Problem details: Each line of the material must be returned exactly.

★ ★ ★ ★ ★ ★ ★

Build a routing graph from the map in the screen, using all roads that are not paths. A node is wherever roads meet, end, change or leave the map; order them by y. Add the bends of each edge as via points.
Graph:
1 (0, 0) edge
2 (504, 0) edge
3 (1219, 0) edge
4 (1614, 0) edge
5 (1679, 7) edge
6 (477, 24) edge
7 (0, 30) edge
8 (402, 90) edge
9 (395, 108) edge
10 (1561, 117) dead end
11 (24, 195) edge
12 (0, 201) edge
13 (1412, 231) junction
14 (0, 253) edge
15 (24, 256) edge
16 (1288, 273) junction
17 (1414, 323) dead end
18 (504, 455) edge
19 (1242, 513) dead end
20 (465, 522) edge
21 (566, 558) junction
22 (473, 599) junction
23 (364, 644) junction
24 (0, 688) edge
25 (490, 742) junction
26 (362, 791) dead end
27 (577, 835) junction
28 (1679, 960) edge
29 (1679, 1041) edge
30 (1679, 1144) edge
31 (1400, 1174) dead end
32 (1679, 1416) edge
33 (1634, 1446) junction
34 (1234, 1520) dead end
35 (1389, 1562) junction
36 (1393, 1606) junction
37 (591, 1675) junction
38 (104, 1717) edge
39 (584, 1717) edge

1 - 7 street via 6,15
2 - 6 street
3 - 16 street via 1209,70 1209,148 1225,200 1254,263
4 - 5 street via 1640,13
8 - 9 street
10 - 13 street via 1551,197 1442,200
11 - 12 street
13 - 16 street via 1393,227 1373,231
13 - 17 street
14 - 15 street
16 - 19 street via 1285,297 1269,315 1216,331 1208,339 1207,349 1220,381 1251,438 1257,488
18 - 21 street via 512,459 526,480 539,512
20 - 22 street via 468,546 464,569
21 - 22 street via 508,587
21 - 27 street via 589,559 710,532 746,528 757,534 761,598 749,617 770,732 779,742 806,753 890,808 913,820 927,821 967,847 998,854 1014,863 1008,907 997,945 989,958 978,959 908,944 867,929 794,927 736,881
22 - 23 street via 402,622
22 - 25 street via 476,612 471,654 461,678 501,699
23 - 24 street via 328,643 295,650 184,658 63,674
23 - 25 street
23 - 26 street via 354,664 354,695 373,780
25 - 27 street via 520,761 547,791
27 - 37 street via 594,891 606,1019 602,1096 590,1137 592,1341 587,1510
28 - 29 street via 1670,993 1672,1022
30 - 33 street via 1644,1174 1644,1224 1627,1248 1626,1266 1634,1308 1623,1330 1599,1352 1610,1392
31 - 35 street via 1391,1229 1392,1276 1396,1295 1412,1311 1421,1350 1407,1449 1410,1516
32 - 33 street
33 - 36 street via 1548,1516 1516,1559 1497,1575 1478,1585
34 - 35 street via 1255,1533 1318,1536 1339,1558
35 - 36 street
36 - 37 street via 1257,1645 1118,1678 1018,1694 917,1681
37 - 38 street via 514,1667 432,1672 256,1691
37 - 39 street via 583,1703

★ ★ ★ ★ ★ ★ ★

Response box:
Build a routing graph from the map in the screen, using all roads that are not paths. A node is wherever roads meet, end, change or leave the map; order them by y. Add the bends of each edge as via points.
Graph:
1 (0, 0) edge
2 (504, 0) edge
3 (1219, 0) edge
4 (1614, 0) edge
5 (1679, 7) edge
6 (477, 24) edge
7 (0, 30) edge
8 (402, 90) edge
9 (395, 108) edge
10 (1561, 117) dead end
11 (24, 195) edge
12 (0, 201) edge
13 (1412, 231) junction
14 (0, 253) edge
15 (24, 256) edge
16 (1288, 273) junction
17 (1414, 323) dead end
18 (504, 455) edge
19 (1242, 513) dead end
20 (465, 522) edge
21 (566, 558) junction
22 (473, 599) junction
23 (364, 644) junction
24 (0, 688) edge
25 (490, 742) junction
26 (362, 791) dead end
27 (577, 835) junction
28 (1679, 960) edge
29 (1679, 1041) edge
30 (1679, 1144) edge
31 (1400, 1174) dead end
32 (1679, 1416) edge
33 (1634, 1446) junction
34 (1234, 1520) dead end
35 (1389, 1562) junction
36 (1393, 1606) junction
37 (591, 1675) junction
38 (104, 1717) edge
39 (584, 1717) edge

1 - 7 street via 6,15
2 - 6 street
3 - 16 street via 1209,70 1209,148 1225,200 1254,263
4 - 5 street via 1640,13
8 - 9 street
10 - 13 street via 1551,197 1442,200
11 - 12 street
13 - 16 street via 1393,227 1373,231
13 - 17 street
14 - 15 street
16 - 19 street via 1285,297 1269,315 1216,331 1208,339 1207,349 1220,381 1251,438 1257,488
18 - 21 street via 512,459 526,480 539,512
20 - 22 street via 468,546 464,569
21 - 22 street via 508,587
21 - 27 street via 589,559 710,532 746,528 757,534 761,598 749,617 770,732 779,742 806,753 890,808 913,820 927,821 967,847 998,854 1014,863 1008,907 997,945 989,958 978,959 908,944 867,929 794,927 736,881
22 - 23 street via 402,622
22 - 25 street via 476,612 471,654 461,678 501,699
23 - 24 street via 328,643 295,650 184,658 63,674
23 - 25 street
23 - 26 street via 354,664 354,695 373,780
25 - 27 street via 520,761 547,791
27 - 37 street via 594,891 606,1019 602,1096 590,1137 592,1341 587,1510
28 - 29 street via 1670,993 1672,1022
30 - 33 street via 1644,1174 1644,1224 1627,1248 1626,1266 1634,1308 1623,1330 1599,1352 1610,1392
31 - 35 street via 1391,1229 1392,1276 1396,1295 1412,1311 1421,1350 1407,1449 1410,1516
32 - 33 street
33 - 36 street via 1548,1516 1516,1559 1497,1575 1478,1585
34 - 35 street via 1255,1533 1318,1536 1339,1558
35 - 36 street
36 - 37 street via 1257,1645 1118,1678 1018,1694 917,1681
37 - 38 street via 514,1667 432,1672 256,1691
37 - 39 street via 583,1703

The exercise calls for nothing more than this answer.